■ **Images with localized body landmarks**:

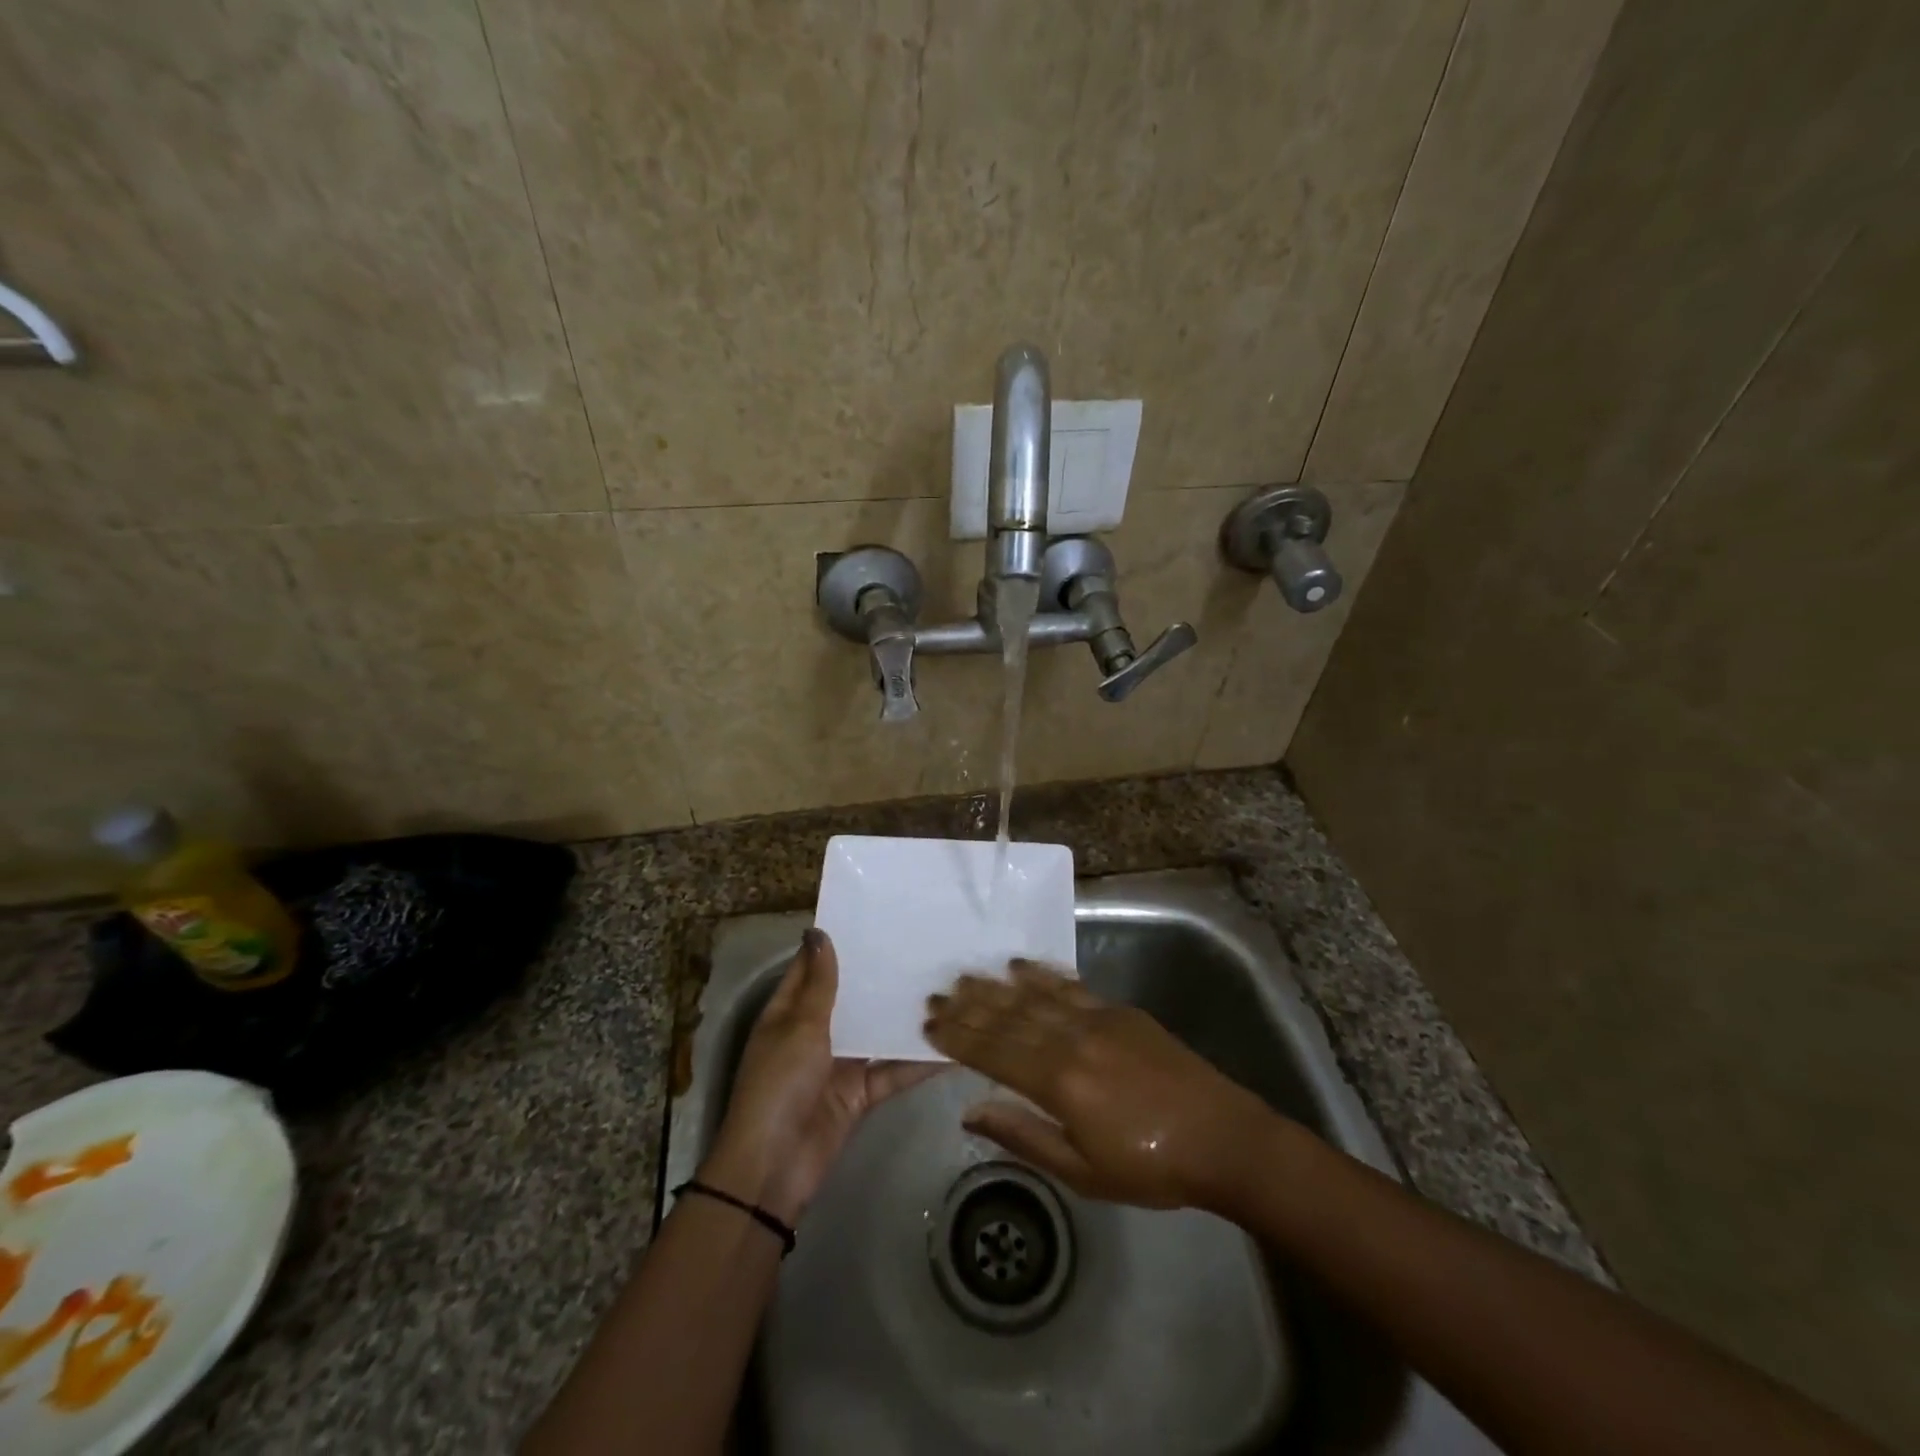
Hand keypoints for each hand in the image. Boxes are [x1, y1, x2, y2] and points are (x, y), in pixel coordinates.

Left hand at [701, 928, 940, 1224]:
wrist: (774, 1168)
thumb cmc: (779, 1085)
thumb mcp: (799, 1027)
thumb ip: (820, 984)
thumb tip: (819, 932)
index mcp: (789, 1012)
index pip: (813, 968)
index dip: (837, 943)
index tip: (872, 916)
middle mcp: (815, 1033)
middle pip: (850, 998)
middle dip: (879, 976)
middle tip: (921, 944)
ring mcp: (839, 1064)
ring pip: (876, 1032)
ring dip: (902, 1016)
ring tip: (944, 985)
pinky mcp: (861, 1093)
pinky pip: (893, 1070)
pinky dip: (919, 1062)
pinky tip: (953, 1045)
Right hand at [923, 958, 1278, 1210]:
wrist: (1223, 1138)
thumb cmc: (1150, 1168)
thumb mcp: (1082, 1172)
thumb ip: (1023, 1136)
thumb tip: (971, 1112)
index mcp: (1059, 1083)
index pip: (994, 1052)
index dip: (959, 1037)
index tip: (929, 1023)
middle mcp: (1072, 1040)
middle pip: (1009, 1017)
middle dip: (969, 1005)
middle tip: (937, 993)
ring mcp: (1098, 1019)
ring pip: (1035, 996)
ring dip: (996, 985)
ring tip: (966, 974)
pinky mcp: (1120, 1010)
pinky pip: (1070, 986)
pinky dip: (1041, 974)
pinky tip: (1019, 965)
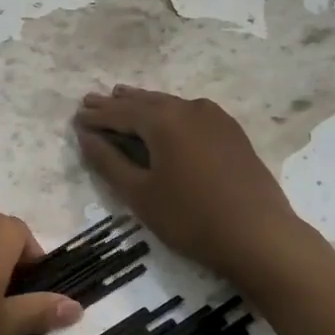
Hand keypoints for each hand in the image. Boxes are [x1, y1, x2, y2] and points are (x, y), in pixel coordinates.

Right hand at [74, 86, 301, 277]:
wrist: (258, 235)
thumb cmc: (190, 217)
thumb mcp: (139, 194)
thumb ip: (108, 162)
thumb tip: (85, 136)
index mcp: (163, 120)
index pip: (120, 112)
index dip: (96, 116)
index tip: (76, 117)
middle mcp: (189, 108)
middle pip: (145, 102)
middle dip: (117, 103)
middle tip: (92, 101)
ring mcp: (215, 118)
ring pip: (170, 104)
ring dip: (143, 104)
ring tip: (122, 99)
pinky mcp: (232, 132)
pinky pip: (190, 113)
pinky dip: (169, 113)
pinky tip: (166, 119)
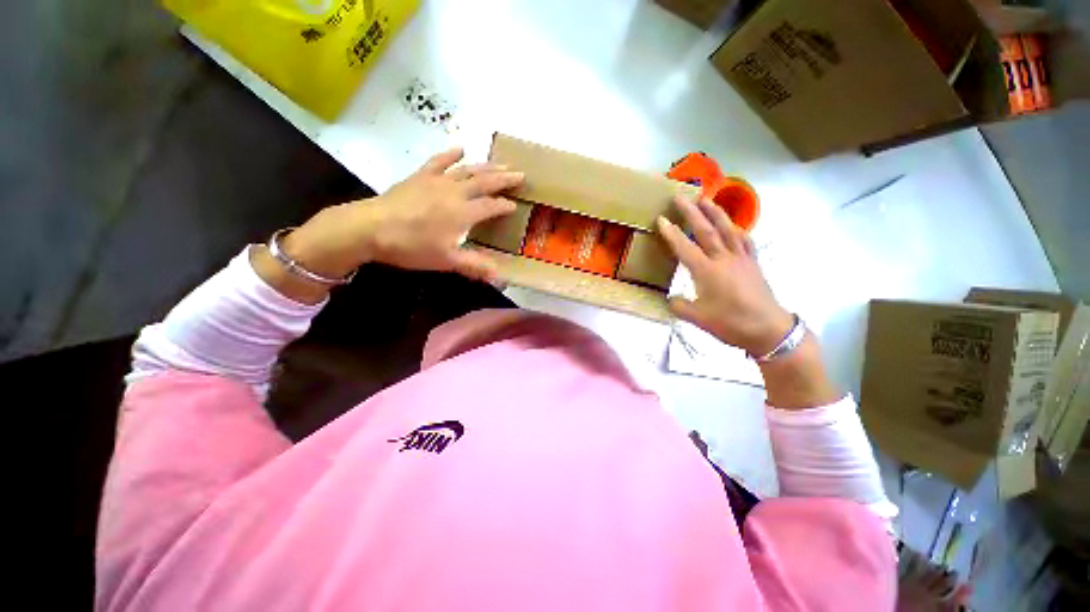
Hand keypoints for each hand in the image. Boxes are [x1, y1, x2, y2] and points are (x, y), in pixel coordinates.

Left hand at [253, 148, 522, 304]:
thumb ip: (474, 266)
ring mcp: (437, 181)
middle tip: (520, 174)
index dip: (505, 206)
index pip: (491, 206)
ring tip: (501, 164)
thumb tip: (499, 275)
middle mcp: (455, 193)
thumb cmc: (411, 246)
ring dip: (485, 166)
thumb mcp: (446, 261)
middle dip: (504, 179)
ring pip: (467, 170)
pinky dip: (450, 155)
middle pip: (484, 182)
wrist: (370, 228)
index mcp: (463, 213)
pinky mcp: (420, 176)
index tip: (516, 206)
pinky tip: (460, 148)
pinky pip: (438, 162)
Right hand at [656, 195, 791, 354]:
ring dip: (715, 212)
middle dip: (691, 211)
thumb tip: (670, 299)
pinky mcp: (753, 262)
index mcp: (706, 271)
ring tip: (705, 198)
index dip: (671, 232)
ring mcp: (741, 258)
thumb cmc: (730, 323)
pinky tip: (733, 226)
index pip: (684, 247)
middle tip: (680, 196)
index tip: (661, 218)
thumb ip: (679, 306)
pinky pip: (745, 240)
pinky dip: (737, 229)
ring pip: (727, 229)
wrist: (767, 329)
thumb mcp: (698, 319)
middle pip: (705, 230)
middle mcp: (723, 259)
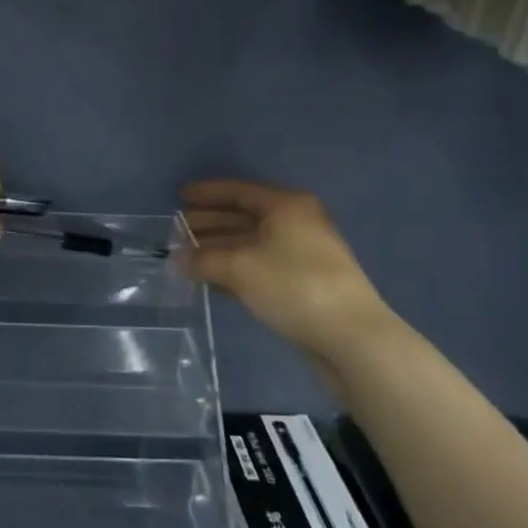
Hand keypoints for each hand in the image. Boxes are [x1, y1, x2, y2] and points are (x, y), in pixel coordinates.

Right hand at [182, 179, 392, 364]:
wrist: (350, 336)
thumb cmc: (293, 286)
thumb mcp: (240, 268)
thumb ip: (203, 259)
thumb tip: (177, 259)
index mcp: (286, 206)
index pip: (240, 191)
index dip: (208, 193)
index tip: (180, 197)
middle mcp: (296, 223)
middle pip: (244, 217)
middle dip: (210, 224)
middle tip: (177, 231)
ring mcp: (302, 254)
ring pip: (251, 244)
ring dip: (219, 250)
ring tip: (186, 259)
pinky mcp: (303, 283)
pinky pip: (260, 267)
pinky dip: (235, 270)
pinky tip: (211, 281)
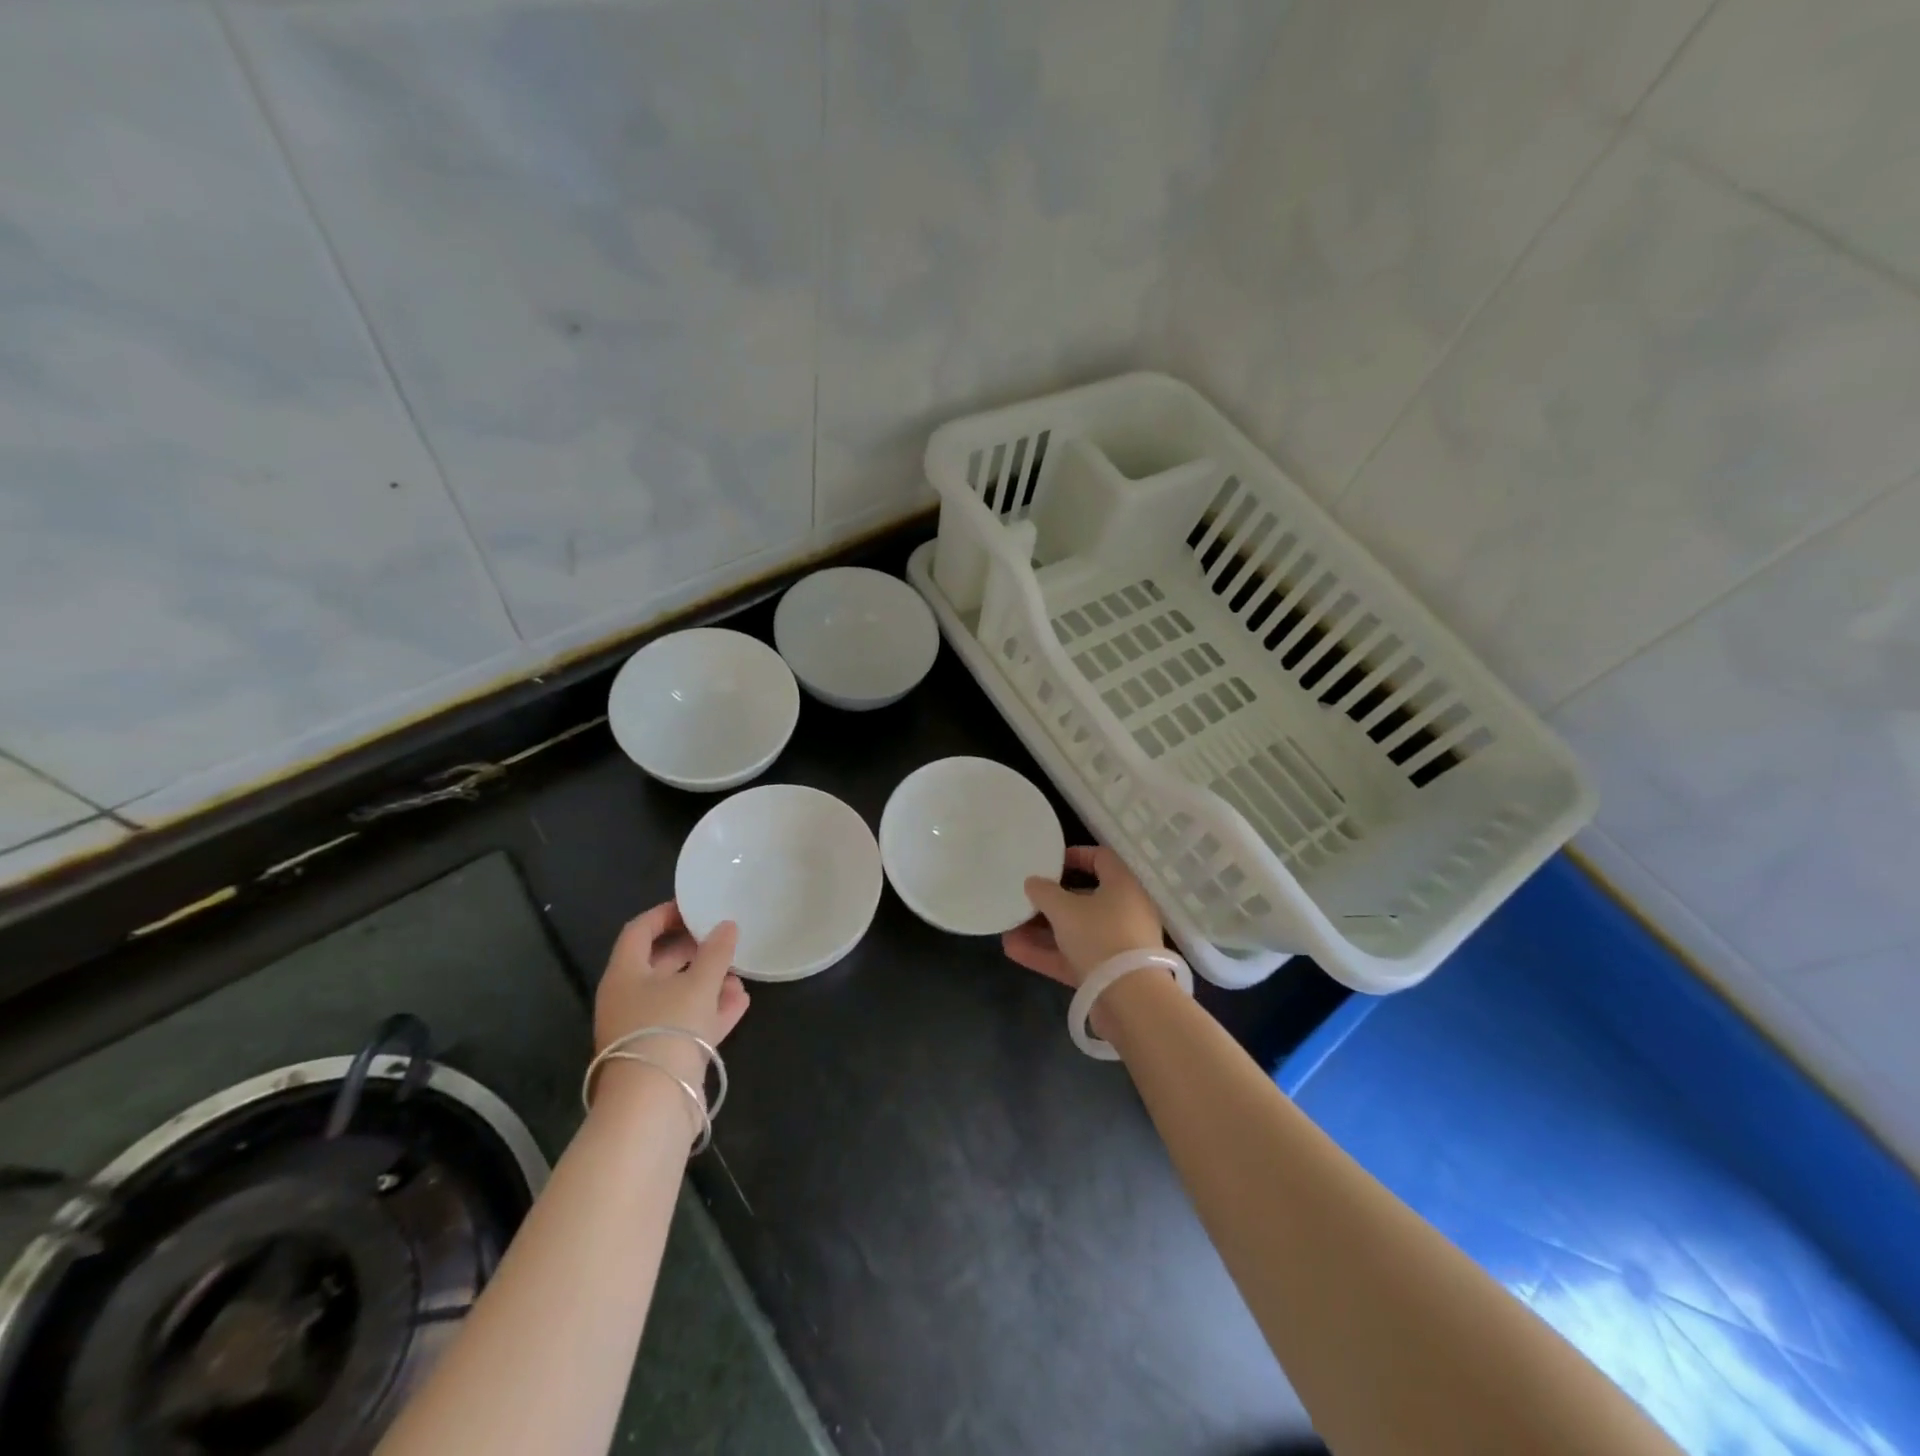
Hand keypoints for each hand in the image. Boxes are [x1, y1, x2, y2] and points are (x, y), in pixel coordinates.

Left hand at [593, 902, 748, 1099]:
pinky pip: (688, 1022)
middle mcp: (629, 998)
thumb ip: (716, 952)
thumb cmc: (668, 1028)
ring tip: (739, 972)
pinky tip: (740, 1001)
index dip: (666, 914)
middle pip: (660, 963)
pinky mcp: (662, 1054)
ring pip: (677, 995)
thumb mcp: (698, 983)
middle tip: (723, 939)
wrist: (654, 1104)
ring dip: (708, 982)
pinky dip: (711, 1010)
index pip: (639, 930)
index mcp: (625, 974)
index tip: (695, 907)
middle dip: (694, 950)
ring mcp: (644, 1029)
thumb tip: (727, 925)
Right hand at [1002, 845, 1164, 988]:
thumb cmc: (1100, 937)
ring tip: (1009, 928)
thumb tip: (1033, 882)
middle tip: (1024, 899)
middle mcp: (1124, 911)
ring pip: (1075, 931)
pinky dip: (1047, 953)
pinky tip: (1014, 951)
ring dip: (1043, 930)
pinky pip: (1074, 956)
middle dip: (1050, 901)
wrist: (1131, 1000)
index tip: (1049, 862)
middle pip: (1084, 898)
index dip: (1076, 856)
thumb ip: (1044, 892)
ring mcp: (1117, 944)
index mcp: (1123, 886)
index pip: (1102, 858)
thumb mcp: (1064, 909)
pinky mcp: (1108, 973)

■ **TASK DESCRIPTION**: Give all the entries again exactly, dropping each picture.

■ **RESPONSE AREA**:
Hand keypoints for each hand in the image. Boxes are [x1, y1, x2, y2] and points are (x, y), in pixel coordinates.

Left hand at [701, 928, 940, 1224]:
wrist: (774, 1168)
thumb cmc: (779, 1085)
thumb mcp: (799, 1027)
thumb ip: (820, 984)
thumb tip: (819, 932)
index mcp: (789, 1012)
index pip: (813, 968)
index dip: (837, 943)
index tip: (872, 916)
middle mcp: (815, 1033)
middle pip: (850, 998)
middle dip: (879, 976)
middle tip: (921, 944)
ring mcp: (839, 1064)
ring pip: (876, 1032)
ring dip: (902, 1016)
ring tip: (944, 985)
pinky mcp: (861, 1093)
pinky pip: (893, 1070)
pinky dip: (919, 1062)
pinky tip: (953, 1045)
Right hand at [923, 958, 1278, 1210]:
wrist: (1223, 1138)
thumb cmc: (1150, 1168)
thumb mcp: (1082, 1172)
thumb ip: (1023, 1136)
thumb tip: (971, 1112)
index mcp: (1059, 1083)
index pip: (994, 1052)
index dip: (959, 1037)
index tip: (929, 1023)
middle mcp: (1072, 1040)
middle pip: (1009, 1017)
middle dip: (969, 1005)
middle tip: (937, 993)
ring mcp: (1098, 1019)
ring pip: (1035, 996)
ring dip: (996, 985)
ring tip: (966, 974)
pinky mcp: (1120, 1010)
pinky pip: (1070, 986)
pinky dip: (1041, 974)
pinky tip: (1019, 965)
Hand keypoints for each hand in the image. Boxes are [x1, y1, x2, y2] and points are (x, y), in pixel coordinates.

Right hand at [74, 86, 301, 277]:
wrist: (258, 235)
thumb cmc: (190, 217)
thumb mcp: (139, 194)
thumb ip: (108, 162)
thumb tip: (85, 136)
index mcp: (163, 120)
index pip: (120, 112)
index dip: (96, 116)
index tip: (76, 117)
middle mcp: (189, 108)
middle pip: (145, 102)
middle dip: (117, 103)
middle tip: (92, 101)
ring mcp: (215, 118)
ring pip: (170, 104)
ring dip: (143, 104)
ring tip: (122, 99)
pinky mcp: (232, 132)
pinky pip: (190, 113)
pinky dip: (169, 113)
pinky tip: (166, 119)
Hand keypoints for each hand in the image. Boxes are [x1, y1, x2, y2] and points are (x, y), in pixel coordinates.

Left hand at [253, 148, 522, 304]:
thumb ip: (474, 266)
ring mcp: (437, 181)
middle tip: (520, 174)
index dip: (505, 206)
index pip: (491, 206)
ring tip: (501, 164)
thumb tip: (499, 275)
middle mcp: (455, 193)
thumb cmc: (411, 246)
ring dip: (485, 166)
thumb mcp: (446, 261)
middle dip: (504, 179)
ring pip: (467, 170)
pinky dip: (450, 155)
middle pip: (484, 182)
wrist: (370, 228)
index mcp: (463, 213)
pinky mcp: (420, 176)
index tip: (516, 206)
pinky tip: (460, 148)
pinky pip: (438, 162)
Right hand at [656, 195, 791, 354]:
ring dip: (715, 212)
middle dip: (691, 211)
thumb tip: (670, 299)
pinky mcp: (753, 262)
index mcp: (706, 271)
ring tip: (705, 198)
index dip: (671, 232)
ring mcp: (741, 258)
thumb cmc: (730, 323)
pinky tip: (733, 226)
index pip: (684, 247)
middle tip: (680, 196)
index tip: (661, 218)
thumb ip: (679, 306)
pinky pip: (745, 240)
pinky dip: (737, 229)
ring pip: (727, 229)
wrist: (767, 329)
thumb mcp: (698, 319)
middle pip: (705, 230)
middle mcp: (723, 259)
Hand keypoints for each hand in the image. Boxes are [x1, y1, x2, y2] and points are (x, y), in pixel coordinates.

Right hand at [182, 179, 392, 364]:
wrist: (350, 336)
thumb cmc: (293, 286)
thumb mcp: (240, 268)
thumb ip: (203, 259)
thumb tip: (177, 259)
index mcp: (286, 206)
index pip: (240, 191)
index dip: (208, 193)
index tip: (180, 197)
middle mcp: (296, 223)
middle pip: (244, 217)
middle dip: (210, 224)
middle tip: (177, 231)
ring mcp: (302, 254)
ring pip: (251, 244)
ring dip: (219, 250)
ring tip: (186, 259)
pinky mcp: (303, 283)
pinky pip: (260, 267)
pinky dip: (235, 270)
pinky tip: (211, 281)
Hand keypoints for each hand in the image. Boxes are [x1, y1, x2, y2] and points are (x, y), in pixel coordinates.

Left hand at [593, 902, 748, 1099]:
pinky pip: (688, 1022)
middle mcp: (629, 998)
thumb ip: (716, 952)
thumb cmc: (668, 1028)
ring tip: (739, 972)
pinky tip: (740, 1001)
index dip: (666, 914)
middle pip: (660, 963)
pinky mcp: (662, 1054)
ring pip: (677, 995)
thumb mcp: (698, 983)
middle tip: (723, 939)
wrist: (654, 1104)
ring dip: (708, 982)
pinky dip: (711, 1010)
index pip: (639, 930)
index mcp: (625, 974)
index tip: (695, 907)
middle dip: (694, 950)
ring mcp: (644, 1029)
thumb tip: (727, 925)
Right hand at [1002, 845, 1164, 988]:
thumb cmc: (1100, 937)
ring tip: (1009, 928)
thumb tip: (1033, 882)
middle tip: (1024, 899)
middle mcp: (1124, 911)
ring pip: (1075, 931)
pinky dip: (1047, 953)
pinky tip: (1014, 951)
ring dip: (1043, 930)
pinky pip: (1074, 956)
middle dip: (1050, 901)
wrist: (1131, 1000)
index tip: (1049, 862)
middle pip: (1084, 898)
index dip: (1076, 856)
thumb ip: (1044, 892)
ring mcp: (1117, 944)
index mcp: (1123, 886)
index pip: (1102, 858)
thumb mcp: (1064, 909)
pinky mcp: (1108, 973)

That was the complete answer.